L'idée à la base de ces deux définitions est celle d'un examen approfondi sur place, en général dans un but pénal. Le pouvoir d'effectuer une recherche de renseignements, de mener une enquête ou d'opérer une saisie implique un examen méthodique des lieux par un agent de l'État qui, ayant des motifs raisonnables de croire qu'il y a eu infraction à la loi, cherche des preuves de cette infraction. Un tel examen minutieux est entrepris dans le but de supprimer les infractions à la loi et d'en sanctionner les auteurs.

Sauf dans des circonstances exceptionnelles, par exemple lorsque l'urgence en rend impossible l'obtention, les perquisitions et les saisies sont effectuées en vertu d'un mandat de perquisition obtenu généralement, dans le contexte du Code criminel, sur le fondement de l'article 487 ou 487.01, ou de la Loi sur la concurrence, en vertu de l'article 15 ou 16. La délivrance d'un mandat de perquisition est un acte de nature judiciaire accompli par un juge de paix, généralement ex parte et à huis clos, en raison de la nature même de la procédure. Un mandat de perquisition donne l'autorisation à un agent de la paix ou à un agent de la puissance publique de fouiller un bâtiment ou un lieu pour y chercher quelque chose ou, encore, de fouiller un système informatique se trouvant dans un bâtiment ou un lieu précis, pour y trouver des informations qui serviront à prouver une infraction, et de saisir cette chose ou ces informations.
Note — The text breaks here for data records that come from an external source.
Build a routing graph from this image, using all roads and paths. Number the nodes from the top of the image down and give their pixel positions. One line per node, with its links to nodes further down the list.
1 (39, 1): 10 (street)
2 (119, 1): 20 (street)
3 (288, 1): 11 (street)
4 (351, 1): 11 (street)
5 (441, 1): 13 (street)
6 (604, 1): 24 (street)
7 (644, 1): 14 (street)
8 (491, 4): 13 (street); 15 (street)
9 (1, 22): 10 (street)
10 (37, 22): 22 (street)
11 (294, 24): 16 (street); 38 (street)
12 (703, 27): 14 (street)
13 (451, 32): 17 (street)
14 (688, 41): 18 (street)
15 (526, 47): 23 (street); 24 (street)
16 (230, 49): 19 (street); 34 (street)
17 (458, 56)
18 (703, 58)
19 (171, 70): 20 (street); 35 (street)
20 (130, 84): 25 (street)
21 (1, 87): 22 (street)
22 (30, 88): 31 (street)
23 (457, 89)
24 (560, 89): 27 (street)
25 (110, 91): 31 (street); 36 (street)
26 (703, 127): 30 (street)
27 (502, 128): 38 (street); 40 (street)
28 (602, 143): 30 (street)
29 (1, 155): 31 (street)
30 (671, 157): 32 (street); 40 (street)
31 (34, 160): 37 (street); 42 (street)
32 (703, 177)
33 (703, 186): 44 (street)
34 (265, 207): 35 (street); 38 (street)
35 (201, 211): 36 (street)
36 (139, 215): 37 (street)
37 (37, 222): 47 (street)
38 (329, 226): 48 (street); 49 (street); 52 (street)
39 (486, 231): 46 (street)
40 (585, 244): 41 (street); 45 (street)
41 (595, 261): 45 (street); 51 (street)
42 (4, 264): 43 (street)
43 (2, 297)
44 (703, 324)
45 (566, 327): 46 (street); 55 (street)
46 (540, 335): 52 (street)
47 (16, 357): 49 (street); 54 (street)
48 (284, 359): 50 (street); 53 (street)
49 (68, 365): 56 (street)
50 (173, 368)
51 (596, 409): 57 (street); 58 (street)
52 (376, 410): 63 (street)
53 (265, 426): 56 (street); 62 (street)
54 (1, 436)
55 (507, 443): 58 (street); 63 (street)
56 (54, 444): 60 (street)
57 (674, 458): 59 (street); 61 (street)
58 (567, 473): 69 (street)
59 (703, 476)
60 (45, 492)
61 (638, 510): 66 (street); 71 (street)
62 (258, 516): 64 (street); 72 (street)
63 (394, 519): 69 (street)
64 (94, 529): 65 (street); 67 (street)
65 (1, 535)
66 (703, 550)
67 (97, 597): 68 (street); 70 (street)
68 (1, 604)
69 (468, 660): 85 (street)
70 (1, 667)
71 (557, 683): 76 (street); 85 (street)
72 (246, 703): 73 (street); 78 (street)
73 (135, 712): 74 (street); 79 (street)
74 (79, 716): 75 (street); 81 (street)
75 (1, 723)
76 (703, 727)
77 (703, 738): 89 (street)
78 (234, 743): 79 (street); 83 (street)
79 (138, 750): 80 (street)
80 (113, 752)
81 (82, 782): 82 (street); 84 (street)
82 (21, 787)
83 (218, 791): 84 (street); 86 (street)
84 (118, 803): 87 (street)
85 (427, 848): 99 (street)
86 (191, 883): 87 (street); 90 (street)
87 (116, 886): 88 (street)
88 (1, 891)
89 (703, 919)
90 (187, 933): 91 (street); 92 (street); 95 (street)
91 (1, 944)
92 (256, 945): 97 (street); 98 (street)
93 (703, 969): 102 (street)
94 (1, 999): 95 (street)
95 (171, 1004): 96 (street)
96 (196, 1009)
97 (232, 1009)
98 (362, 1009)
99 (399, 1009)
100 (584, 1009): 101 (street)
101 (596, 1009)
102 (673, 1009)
La décision de la Cour Suprême du Canada, dans l'affaire Hunter c. Southam, établit clairement qu'une perquisition sans mandat, de prime abord, va à l'encontre de l'article 8 de la Charte canadienne des droits et libertés. D'autre part, même lorsqu'une autorisation a été obtenue, celle-ci doit être conforme à la Charte. Deux critères ont été élaborés à cet égard. Premièrement, celui ou celle qui autorise la perquisition, qu'il s'agisse ou non d'un juge, doit être à même de juger de façon totalement neutre et impartiale des droits de chaque partie concernée, l'État et l'individu. Deuxièmement, celui ou celle qui souhaite obtenir une telle autorisation doit attester sous serment avoir des motifs raisonnables (et non pas uniquement des soupçons) le portant à croire qu'une infraction a été commise et que des preuves se trouvent sur les lieux où la perquisition doit être effectuée.